(Saved data entries)
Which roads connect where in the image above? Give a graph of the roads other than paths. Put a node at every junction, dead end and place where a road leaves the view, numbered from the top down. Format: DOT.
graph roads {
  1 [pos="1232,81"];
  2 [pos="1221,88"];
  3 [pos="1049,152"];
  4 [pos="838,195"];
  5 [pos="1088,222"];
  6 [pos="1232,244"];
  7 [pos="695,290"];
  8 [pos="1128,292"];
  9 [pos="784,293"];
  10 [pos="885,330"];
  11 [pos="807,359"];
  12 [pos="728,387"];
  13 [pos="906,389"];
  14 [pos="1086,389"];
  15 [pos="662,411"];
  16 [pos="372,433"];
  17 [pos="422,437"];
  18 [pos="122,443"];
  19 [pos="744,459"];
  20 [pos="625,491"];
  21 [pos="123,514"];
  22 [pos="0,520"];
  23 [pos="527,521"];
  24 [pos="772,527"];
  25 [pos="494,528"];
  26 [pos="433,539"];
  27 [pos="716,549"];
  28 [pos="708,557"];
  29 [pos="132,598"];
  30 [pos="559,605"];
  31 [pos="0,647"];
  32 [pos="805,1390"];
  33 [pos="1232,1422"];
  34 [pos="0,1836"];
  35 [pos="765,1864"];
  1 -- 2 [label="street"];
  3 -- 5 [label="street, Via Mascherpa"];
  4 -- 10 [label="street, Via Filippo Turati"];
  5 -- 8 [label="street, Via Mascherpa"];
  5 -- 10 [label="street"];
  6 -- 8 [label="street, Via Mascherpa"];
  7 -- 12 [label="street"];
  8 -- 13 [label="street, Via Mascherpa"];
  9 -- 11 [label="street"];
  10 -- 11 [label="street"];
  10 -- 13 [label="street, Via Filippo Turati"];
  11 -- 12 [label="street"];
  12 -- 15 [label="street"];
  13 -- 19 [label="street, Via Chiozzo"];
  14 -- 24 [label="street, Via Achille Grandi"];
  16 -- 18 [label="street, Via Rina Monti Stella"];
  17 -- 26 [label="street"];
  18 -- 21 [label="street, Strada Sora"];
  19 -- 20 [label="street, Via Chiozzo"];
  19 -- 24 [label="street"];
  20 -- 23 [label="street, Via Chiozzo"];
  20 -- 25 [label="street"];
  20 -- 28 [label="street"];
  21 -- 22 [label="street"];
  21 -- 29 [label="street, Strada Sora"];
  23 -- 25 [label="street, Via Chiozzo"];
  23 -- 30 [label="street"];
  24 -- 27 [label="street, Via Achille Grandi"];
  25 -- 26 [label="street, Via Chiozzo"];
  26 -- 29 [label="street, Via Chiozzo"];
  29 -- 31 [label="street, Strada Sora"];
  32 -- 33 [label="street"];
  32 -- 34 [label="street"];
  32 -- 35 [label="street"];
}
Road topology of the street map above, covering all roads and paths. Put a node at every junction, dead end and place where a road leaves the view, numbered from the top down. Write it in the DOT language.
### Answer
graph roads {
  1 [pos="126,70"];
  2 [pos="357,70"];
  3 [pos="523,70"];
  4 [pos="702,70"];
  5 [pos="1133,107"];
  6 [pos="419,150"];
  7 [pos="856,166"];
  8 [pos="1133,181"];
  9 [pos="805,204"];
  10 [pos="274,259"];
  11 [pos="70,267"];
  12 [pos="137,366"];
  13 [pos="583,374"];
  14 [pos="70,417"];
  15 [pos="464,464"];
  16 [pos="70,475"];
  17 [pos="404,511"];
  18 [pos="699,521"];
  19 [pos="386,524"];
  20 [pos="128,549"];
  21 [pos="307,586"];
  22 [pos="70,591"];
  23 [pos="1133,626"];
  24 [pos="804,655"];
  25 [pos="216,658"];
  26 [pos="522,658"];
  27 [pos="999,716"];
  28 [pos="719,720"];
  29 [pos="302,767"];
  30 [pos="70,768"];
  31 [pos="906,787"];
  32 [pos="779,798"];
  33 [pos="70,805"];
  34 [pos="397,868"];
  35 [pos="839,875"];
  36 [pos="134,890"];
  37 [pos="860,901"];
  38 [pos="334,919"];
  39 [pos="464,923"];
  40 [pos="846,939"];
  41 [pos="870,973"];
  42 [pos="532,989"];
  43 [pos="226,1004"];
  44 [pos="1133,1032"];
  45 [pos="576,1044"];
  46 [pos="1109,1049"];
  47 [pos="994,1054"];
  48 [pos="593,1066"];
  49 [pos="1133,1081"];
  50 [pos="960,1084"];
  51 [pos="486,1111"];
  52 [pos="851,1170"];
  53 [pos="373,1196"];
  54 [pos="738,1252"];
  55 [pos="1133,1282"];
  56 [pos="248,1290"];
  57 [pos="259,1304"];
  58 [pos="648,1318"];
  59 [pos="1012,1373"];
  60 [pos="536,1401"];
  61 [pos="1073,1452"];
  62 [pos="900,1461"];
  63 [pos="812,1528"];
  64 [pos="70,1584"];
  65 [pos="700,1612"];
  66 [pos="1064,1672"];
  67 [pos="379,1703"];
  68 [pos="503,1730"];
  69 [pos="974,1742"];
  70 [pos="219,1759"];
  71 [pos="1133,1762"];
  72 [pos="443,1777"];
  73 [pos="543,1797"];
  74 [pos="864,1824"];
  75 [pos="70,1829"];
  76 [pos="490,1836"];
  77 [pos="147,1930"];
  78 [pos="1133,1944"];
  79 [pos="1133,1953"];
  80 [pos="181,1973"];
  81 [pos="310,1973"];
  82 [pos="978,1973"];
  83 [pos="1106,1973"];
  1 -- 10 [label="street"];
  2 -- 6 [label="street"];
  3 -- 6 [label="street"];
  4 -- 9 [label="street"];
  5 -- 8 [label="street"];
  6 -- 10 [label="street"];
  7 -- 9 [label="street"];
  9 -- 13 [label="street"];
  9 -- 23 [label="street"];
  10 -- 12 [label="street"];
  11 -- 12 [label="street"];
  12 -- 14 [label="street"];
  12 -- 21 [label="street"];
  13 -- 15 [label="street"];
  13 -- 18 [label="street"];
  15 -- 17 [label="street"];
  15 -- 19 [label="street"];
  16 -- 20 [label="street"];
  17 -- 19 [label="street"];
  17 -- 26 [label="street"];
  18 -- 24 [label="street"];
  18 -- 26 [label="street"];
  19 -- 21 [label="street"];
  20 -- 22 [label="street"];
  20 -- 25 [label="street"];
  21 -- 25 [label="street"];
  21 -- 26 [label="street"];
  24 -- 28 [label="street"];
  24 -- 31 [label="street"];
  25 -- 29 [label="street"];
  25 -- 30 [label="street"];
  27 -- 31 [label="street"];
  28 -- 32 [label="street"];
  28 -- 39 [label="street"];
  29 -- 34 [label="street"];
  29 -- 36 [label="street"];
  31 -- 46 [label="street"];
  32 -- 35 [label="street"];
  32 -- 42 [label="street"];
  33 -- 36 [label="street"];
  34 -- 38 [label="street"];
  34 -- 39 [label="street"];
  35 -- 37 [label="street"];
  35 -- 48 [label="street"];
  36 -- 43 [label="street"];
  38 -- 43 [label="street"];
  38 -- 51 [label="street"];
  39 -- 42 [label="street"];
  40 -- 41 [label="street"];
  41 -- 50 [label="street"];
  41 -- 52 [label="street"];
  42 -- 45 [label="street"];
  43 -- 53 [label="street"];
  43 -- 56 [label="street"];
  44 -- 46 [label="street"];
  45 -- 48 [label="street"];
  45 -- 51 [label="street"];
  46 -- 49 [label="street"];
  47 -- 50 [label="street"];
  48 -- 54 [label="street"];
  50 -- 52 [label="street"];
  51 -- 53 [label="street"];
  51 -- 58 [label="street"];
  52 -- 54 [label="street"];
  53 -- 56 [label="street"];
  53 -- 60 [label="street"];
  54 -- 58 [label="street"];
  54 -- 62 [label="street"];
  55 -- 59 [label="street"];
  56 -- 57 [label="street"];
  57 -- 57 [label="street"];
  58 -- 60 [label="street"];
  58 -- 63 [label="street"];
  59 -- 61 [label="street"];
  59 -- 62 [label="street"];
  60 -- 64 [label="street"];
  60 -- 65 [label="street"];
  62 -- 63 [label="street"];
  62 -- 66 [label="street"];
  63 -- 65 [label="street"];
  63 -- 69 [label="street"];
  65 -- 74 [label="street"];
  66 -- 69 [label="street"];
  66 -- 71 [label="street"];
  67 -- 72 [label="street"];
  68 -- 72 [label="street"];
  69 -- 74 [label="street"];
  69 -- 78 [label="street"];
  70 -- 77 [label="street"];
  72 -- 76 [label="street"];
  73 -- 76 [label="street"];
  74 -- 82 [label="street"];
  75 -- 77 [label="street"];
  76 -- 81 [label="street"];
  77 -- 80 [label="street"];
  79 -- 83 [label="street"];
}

Instructions for the task: Every line above in which the word "Turati" occurs is to be copied.

The completed task:
  4 -- 10 [label="street, Via Filippo Turati"];
  10 -- 13 [label="street, Via Filippo Turati"];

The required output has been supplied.